— Work request —
Among the entries below, take the line with "index dip: (872, 696)" and the line with "middle pip: (286, 175)", and output them and every line between them exactly, with nothing else.

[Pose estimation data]
---

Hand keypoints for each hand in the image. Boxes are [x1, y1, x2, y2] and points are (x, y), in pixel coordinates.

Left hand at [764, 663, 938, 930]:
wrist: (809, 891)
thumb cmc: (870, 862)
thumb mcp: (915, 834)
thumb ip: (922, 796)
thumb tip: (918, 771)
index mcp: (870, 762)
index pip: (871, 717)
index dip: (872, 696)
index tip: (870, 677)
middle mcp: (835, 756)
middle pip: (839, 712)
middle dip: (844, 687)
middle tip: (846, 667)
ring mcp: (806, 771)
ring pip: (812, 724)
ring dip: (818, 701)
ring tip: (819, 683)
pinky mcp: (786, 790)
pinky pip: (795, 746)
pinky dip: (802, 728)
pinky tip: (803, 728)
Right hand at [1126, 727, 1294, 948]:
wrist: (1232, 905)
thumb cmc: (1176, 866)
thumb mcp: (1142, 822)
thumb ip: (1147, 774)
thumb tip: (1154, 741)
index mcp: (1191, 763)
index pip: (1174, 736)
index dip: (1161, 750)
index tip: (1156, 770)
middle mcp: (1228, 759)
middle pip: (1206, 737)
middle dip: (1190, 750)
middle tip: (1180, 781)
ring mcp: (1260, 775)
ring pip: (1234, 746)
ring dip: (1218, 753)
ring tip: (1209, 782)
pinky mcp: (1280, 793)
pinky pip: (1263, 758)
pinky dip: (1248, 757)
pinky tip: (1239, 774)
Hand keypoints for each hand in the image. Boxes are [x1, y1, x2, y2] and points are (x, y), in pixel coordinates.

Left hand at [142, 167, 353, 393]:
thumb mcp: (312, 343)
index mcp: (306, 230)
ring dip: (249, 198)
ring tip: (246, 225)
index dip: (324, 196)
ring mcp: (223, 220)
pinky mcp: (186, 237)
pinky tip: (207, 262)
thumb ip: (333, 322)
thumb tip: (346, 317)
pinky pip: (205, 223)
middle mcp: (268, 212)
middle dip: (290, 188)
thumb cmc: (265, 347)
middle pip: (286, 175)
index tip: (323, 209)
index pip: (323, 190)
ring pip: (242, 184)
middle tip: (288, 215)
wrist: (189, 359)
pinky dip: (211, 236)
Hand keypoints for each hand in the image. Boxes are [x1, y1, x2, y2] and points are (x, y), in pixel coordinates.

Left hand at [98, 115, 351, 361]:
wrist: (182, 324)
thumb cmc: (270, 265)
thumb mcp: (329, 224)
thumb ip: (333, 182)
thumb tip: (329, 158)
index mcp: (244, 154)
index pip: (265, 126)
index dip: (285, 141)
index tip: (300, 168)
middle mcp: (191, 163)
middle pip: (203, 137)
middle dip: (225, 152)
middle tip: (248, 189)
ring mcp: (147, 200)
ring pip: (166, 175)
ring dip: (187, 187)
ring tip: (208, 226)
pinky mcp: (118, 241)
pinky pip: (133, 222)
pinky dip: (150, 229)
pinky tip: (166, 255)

---

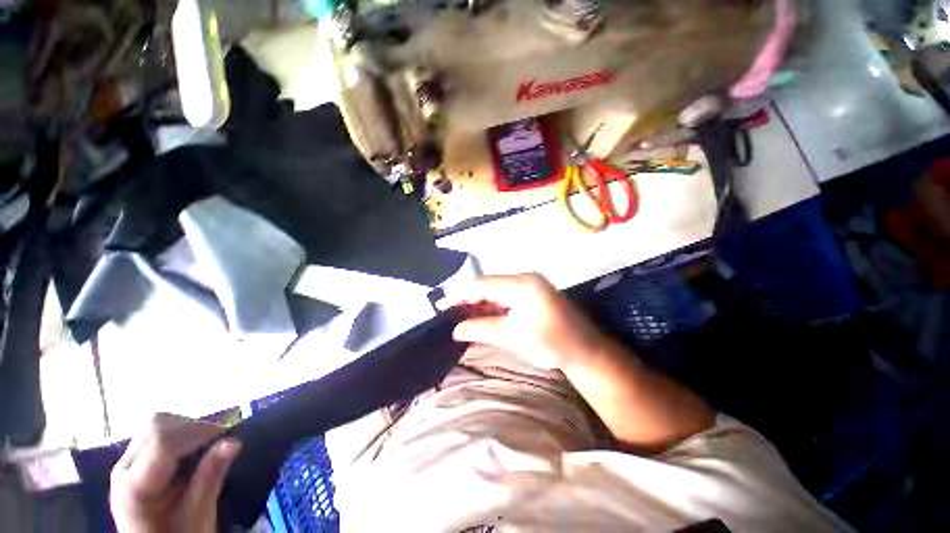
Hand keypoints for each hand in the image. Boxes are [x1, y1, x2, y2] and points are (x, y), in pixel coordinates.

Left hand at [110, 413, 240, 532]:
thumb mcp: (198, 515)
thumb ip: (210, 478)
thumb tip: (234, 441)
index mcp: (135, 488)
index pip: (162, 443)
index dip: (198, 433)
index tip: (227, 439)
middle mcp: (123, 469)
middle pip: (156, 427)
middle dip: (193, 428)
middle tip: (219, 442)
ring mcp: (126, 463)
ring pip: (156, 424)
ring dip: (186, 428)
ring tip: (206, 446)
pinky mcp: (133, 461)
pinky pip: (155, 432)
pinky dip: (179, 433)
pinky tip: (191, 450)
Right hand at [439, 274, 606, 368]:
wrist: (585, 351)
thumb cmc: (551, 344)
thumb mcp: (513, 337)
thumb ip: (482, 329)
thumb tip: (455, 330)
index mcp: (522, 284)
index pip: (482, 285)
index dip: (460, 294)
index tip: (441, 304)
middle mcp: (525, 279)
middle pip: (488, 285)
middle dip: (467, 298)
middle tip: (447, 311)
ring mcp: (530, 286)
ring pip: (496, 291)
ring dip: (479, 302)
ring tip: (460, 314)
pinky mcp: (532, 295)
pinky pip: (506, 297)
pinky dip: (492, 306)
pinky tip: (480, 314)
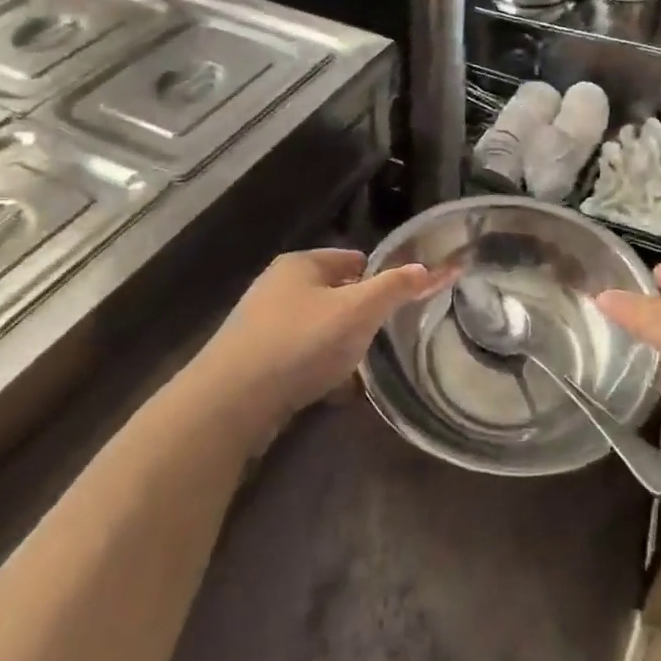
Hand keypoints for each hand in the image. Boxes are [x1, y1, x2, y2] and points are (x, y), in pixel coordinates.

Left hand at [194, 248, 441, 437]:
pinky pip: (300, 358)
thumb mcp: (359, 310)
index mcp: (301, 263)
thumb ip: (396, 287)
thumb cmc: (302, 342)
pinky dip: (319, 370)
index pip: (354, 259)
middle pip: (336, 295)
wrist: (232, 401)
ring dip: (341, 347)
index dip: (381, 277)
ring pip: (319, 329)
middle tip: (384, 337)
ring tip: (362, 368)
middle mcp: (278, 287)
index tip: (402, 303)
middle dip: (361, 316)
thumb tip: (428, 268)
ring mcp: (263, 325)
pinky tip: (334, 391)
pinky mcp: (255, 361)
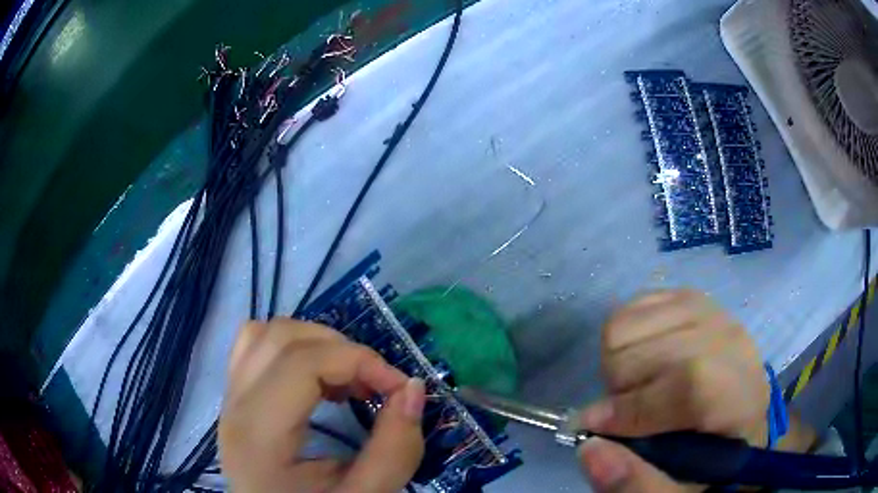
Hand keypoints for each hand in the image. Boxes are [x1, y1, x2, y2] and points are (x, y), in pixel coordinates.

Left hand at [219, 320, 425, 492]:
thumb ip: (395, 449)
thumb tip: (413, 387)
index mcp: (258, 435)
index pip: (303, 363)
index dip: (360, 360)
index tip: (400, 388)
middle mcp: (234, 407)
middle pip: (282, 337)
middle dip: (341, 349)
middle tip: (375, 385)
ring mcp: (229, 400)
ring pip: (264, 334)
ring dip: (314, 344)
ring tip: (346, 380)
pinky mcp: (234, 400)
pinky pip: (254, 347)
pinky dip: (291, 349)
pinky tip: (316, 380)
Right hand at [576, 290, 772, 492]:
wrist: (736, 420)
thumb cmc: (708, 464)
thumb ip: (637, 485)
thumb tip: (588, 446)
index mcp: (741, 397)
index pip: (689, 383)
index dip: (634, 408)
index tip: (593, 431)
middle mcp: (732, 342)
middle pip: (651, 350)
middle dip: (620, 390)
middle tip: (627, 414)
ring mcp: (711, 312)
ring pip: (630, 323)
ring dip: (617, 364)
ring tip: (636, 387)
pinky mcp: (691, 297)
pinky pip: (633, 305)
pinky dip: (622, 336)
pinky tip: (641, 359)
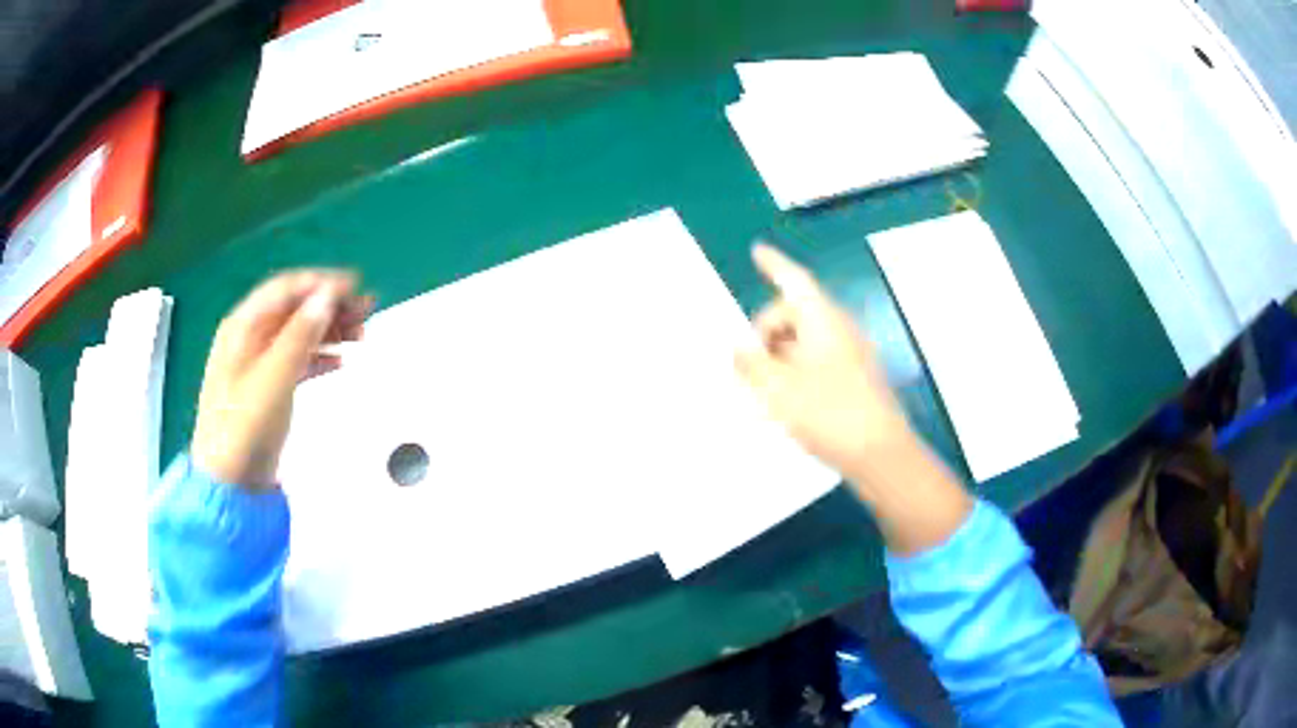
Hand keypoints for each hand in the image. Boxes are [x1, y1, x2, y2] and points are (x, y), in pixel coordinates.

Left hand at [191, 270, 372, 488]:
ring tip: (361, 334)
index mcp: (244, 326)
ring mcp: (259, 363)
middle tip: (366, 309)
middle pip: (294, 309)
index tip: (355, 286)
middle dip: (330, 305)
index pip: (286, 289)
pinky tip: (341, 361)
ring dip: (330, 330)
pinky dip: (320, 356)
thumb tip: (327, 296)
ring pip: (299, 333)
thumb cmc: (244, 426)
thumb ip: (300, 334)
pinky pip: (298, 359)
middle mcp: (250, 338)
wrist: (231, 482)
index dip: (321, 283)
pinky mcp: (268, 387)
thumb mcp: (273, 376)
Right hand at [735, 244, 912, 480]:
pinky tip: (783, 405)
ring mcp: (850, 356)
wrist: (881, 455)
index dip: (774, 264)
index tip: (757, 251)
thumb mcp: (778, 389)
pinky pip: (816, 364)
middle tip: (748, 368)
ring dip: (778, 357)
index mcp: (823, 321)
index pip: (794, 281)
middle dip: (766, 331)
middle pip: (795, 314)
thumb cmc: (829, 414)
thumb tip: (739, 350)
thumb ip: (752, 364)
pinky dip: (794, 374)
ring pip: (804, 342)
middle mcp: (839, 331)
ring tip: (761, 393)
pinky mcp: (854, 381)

---

— Response to this task —
index dip: (872, 696)
index tip: (870, 677)
middle mcp: (835, 756)
middle pip: (839, 712)
middle dip: (844, 687)
middle tip: (846, 667)
ring mcp: (806, 771)
ring pip: (812, 724)
ring dip: (818, 701)
ring tip: (819, 683)
pinky mcp: (786, 790)
pinky pip: (795, 746)
pinky dip: (802, 728)
pinky tip: (803, 728)
Right hand at [1126, 727, 1294, 948]:
wrist: (1232, 905)
thumb cmc: (1176, 866)
thumb mcp: (1142, 822)
thumb ip: (1147, 774)
thumb tip: (1154, 741)
index mcp: (1191, 763)
index pip: (1174, 736)
index dip: (1161, 750)
index tip: (1156, 770)
middle mcp: (1228, 759)
middle pip: (1206, 737)
middle dip: (1190, 750)
middle tip: (1180, 781)
ring mcp: (1260, 775)
ring pip: (1234, 746)
ring dip: (1218, 753)
ring tip: (1209, 782)
pinky mcp: (1280, 793)
pinky pip: (1263, 758)
pinky dip: (1248, 757)
pinky tip: (1239, 774)
Hand keypoints for each hand in the image. Boxes are [x1, y1, x2, y2] and points are (x, y), in pixel coordinates.

Left hand at [142, 167, 353, 393]:
thumb mcp: (312, 343)
index mcp: (306, 230)
ring dip: (249, 198)
ring tip: (246, 225)
index dip: (324, 196)
ring mcp: (223, 220)
pinky mcp: (186, 237)
pinky tip: (207, 262)
thumb ip: (333, 322)
thumb tip: (346, 317)
pinky pip: (205, 223)
middle mcp: (268, 212)
middle dip: (290, 188)
thumb cmc: (265, 347)
middle pip: (286, 175)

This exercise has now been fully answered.